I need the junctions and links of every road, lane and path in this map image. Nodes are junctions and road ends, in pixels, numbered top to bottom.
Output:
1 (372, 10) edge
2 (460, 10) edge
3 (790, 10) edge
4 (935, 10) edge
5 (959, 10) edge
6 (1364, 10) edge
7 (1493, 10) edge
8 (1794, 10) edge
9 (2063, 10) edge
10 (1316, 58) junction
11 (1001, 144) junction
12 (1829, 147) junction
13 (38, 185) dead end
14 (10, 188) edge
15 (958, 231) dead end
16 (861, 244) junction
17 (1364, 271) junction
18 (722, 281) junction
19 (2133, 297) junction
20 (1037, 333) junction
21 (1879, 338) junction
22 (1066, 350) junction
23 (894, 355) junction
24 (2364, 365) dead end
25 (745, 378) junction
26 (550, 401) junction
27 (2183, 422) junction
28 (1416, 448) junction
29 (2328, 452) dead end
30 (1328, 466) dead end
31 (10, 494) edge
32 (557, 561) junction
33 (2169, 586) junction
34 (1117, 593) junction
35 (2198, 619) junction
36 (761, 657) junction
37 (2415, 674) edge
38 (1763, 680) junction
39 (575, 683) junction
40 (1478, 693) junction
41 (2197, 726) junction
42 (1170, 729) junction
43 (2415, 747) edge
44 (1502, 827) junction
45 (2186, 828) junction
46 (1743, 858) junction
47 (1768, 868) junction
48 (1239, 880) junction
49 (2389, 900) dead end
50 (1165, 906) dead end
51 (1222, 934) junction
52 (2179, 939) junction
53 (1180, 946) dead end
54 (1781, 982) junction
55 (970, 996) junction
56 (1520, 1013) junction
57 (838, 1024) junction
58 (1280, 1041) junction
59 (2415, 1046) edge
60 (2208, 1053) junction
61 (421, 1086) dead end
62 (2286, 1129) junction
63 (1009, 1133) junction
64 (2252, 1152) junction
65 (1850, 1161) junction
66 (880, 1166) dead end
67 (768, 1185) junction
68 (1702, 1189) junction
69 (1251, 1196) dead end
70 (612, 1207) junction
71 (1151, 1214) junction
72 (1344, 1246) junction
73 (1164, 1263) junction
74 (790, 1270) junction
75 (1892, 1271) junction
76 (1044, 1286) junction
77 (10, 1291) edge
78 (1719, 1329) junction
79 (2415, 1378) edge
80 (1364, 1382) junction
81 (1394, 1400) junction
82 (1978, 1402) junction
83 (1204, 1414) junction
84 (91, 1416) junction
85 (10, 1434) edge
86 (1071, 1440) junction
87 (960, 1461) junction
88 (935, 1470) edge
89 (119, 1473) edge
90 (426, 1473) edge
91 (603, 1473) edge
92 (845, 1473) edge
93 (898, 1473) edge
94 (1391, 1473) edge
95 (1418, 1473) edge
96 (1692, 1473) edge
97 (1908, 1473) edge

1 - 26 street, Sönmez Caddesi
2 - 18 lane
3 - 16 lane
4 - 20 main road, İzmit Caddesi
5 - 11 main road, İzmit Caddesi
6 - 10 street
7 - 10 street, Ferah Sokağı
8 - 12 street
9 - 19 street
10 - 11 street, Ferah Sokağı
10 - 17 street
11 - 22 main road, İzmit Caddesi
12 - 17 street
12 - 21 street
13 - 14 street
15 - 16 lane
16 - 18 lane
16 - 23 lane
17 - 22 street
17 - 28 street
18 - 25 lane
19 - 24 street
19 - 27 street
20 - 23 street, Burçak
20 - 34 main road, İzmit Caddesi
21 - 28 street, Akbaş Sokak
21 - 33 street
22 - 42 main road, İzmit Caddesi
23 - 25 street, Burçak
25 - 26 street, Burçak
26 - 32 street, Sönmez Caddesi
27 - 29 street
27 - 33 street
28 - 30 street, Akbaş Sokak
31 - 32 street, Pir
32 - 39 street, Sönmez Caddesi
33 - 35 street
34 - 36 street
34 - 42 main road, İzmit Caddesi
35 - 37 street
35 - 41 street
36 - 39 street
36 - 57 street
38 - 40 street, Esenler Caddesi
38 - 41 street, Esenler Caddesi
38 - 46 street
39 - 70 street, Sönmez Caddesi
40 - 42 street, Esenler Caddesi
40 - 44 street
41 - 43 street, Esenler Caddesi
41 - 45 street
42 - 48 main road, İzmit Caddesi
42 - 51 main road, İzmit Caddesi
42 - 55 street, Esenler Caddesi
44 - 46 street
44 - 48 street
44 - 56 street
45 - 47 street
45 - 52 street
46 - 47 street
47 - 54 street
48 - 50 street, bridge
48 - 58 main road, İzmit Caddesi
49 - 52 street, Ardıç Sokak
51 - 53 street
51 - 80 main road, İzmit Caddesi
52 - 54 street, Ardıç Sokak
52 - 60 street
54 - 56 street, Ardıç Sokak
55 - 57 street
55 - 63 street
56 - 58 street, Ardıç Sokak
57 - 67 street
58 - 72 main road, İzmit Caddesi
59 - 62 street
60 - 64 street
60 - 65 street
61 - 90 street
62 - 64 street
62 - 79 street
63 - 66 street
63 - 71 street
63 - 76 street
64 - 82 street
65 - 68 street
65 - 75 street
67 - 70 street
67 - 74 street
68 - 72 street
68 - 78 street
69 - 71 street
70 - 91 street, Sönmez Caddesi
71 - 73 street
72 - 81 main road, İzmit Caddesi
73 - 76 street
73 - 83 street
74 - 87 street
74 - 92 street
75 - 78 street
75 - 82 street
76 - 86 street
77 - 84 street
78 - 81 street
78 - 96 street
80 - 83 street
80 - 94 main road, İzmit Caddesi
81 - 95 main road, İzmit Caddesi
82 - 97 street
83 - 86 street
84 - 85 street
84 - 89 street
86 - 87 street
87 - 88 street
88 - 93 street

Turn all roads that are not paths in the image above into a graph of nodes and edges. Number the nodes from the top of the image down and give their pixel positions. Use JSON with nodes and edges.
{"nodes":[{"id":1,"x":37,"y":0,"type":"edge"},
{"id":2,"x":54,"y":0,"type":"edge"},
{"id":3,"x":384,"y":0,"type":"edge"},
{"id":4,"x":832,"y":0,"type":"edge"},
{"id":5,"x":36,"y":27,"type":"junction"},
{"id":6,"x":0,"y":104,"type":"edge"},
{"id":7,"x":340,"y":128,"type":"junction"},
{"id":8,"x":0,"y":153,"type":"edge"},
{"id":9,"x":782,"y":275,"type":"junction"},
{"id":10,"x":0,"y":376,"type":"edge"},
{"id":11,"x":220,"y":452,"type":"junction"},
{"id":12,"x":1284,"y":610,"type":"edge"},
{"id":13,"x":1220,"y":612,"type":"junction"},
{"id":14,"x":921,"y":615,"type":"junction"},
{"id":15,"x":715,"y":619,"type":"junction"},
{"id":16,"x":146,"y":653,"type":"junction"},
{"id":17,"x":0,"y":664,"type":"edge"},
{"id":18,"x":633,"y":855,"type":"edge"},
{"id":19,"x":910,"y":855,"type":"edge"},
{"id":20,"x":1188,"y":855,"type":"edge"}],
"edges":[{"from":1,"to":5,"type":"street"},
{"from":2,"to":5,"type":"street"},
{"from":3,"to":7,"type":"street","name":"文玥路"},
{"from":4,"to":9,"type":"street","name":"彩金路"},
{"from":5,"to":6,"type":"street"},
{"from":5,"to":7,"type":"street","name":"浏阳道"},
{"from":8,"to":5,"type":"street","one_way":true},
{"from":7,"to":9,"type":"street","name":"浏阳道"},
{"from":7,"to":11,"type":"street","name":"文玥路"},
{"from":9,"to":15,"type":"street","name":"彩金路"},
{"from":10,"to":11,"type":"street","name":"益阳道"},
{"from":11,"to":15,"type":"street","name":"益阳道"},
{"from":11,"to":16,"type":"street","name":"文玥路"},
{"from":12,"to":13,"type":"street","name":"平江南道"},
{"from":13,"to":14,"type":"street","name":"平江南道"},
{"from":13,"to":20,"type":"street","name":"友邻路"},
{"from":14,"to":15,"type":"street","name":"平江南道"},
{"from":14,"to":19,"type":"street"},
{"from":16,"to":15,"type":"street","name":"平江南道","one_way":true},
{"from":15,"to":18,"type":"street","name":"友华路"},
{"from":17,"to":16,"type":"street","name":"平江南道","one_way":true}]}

● ● ● ● ●

ACTIVITY: Where does the string "Sokak" occur in the listing above? Return every line that contains it.

ANSWER BELOW:
21 - 28 street, Akbaş Sokak
28 - 30 street, Akbaş Sokak
49 - 52 street, Ardıç Sokak
52 - 54 street, Ardıç Sokak
54 - 56 street, Ardıç Sokak
56 - 58 street, Ardıç Sokak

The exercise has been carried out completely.